== Problem ==
Copy each line containing the word "paths" from the records that follow, please.
┌─ Given data
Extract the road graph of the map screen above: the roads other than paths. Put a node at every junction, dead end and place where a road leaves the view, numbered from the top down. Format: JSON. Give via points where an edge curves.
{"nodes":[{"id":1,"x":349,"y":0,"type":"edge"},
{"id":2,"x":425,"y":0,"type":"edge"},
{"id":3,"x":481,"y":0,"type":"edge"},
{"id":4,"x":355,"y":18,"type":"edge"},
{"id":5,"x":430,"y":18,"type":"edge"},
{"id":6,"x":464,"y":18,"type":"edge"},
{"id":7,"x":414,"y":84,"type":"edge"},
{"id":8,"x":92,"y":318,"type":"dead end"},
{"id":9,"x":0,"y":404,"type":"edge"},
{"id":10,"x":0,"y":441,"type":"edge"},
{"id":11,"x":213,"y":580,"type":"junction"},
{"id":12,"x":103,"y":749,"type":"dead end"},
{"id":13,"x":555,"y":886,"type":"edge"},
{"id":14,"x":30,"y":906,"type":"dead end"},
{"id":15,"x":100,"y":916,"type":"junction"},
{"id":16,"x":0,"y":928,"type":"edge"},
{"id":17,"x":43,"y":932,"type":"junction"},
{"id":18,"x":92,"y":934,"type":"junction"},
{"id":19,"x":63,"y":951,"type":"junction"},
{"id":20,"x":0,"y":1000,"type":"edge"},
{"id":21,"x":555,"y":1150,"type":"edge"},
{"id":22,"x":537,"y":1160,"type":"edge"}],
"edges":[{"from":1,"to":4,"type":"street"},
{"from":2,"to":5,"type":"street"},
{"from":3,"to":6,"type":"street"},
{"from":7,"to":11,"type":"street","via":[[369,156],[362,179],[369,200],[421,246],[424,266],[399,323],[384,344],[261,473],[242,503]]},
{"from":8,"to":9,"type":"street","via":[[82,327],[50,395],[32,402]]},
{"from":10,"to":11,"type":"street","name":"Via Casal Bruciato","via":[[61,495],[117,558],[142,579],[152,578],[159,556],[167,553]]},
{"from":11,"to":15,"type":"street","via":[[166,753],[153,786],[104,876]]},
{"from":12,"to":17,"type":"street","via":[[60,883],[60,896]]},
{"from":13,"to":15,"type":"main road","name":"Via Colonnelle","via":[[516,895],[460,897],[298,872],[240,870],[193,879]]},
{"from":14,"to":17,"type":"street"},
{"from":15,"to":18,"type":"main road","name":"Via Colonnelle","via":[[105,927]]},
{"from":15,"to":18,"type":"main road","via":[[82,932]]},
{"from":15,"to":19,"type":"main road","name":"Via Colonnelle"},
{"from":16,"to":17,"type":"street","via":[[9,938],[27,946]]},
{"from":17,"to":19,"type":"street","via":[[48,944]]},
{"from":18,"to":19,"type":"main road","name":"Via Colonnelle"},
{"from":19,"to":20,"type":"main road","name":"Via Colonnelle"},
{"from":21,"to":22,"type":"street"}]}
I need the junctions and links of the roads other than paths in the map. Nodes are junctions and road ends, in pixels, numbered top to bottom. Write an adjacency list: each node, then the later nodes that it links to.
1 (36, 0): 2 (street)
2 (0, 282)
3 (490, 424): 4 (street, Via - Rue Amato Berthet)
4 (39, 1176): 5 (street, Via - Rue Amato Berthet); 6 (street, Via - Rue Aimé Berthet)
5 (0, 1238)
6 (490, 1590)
└─
┌─ Given data
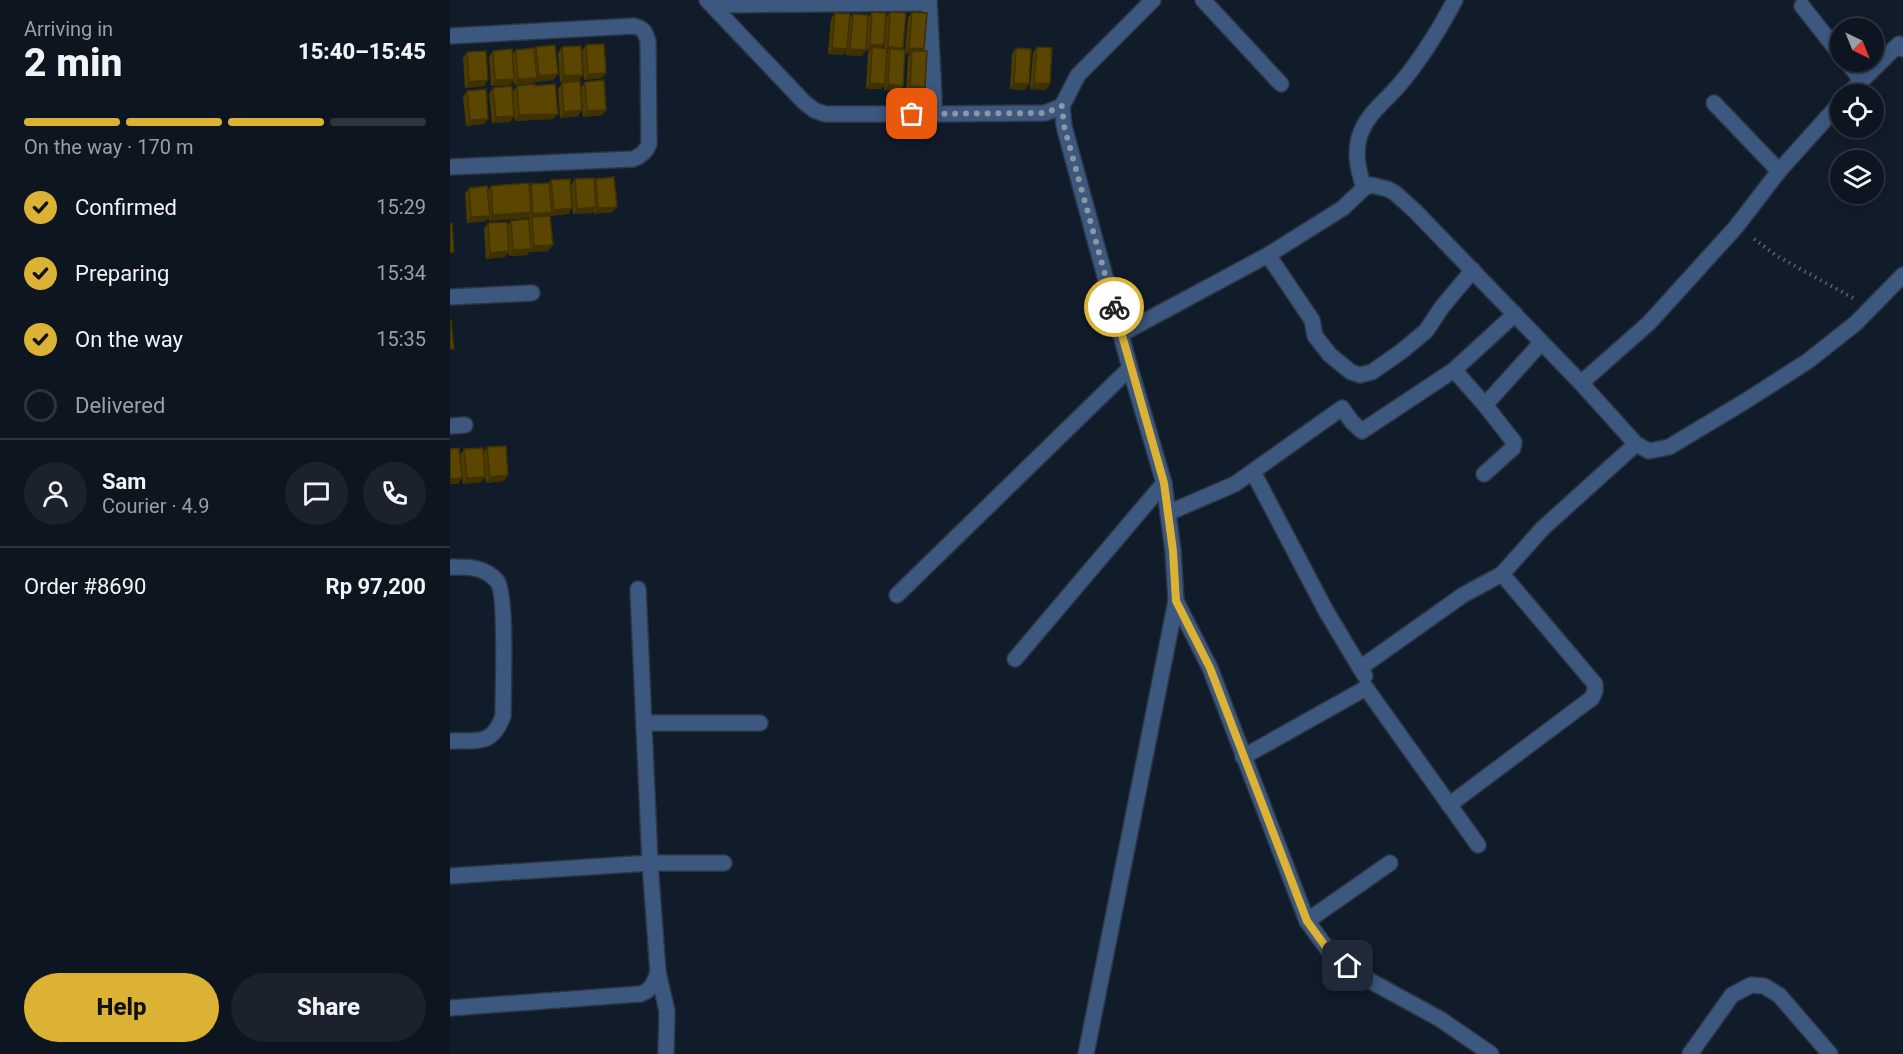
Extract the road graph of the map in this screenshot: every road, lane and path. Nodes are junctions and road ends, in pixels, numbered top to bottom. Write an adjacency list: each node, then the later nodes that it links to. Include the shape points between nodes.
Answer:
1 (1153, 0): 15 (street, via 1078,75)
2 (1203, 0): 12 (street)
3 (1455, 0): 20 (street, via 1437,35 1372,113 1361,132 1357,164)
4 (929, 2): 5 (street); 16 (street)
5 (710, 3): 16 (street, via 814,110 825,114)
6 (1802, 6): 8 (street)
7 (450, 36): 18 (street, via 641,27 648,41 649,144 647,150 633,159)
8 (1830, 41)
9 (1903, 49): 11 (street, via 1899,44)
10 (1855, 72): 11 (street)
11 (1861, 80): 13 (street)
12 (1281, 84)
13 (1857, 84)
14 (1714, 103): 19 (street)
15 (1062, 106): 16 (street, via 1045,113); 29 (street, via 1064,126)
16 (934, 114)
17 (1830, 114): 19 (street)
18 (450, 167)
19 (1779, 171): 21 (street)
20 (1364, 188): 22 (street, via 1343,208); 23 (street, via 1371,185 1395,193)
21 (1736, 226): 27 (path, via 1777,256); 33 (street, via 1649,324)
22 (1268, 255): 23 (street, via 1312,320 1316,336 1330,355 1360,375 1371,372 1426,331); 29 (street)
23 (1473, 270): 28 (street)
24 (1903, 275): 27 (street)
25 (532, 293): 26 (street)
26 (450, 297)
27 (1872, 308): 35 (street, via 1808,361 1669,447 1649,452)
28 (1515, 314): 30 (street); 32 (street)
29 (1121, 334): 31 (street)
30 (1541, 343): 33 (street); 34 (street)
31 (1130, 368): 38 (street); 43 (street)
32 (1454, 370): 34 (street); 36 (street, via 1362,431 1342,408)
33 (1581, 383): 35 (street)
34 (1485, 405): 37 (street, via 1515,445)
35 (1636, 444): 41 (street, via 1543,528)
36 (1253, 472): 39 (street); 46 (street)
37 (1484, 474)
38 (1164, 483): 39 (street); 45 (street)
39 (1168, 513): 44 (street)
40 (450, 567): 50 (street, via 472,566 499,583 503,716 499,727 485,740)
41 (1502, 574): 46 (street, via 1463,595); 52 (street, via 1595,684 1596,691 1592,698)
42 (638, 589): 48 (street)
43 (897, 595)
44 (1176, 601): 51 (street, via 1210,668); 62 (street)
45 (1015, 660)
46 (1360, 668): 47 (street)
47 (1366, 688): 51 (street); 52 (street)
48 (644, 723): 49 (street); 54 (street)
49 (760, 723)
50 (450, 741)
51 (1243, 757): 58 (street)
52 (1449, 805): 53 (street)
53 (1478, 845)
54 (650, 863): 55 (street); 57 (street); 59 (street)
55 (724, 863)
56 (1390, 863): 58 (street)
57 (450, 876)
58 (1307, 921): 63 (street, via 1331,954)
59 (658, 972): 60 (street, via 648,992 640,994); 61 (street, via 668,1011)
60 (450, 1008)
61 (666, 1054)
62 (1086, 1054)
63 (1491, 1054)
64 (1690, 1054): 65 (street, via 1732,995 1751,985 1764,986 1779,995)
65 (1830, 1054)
└─
== Exercise output ==
Extract the road graph of the map screen above: the roads other than paths. Put a node at every junction, dead end and place where a road leaves the view, numbered from the top down. Format: JSON. Give via points where an edge curves.
I need the junctions and links of the roads other than paths in the map. Nodes are junctions and road ends, in pixels, numbered top to bottom. Write an adjacency list: each node, then the later nodes that it links to.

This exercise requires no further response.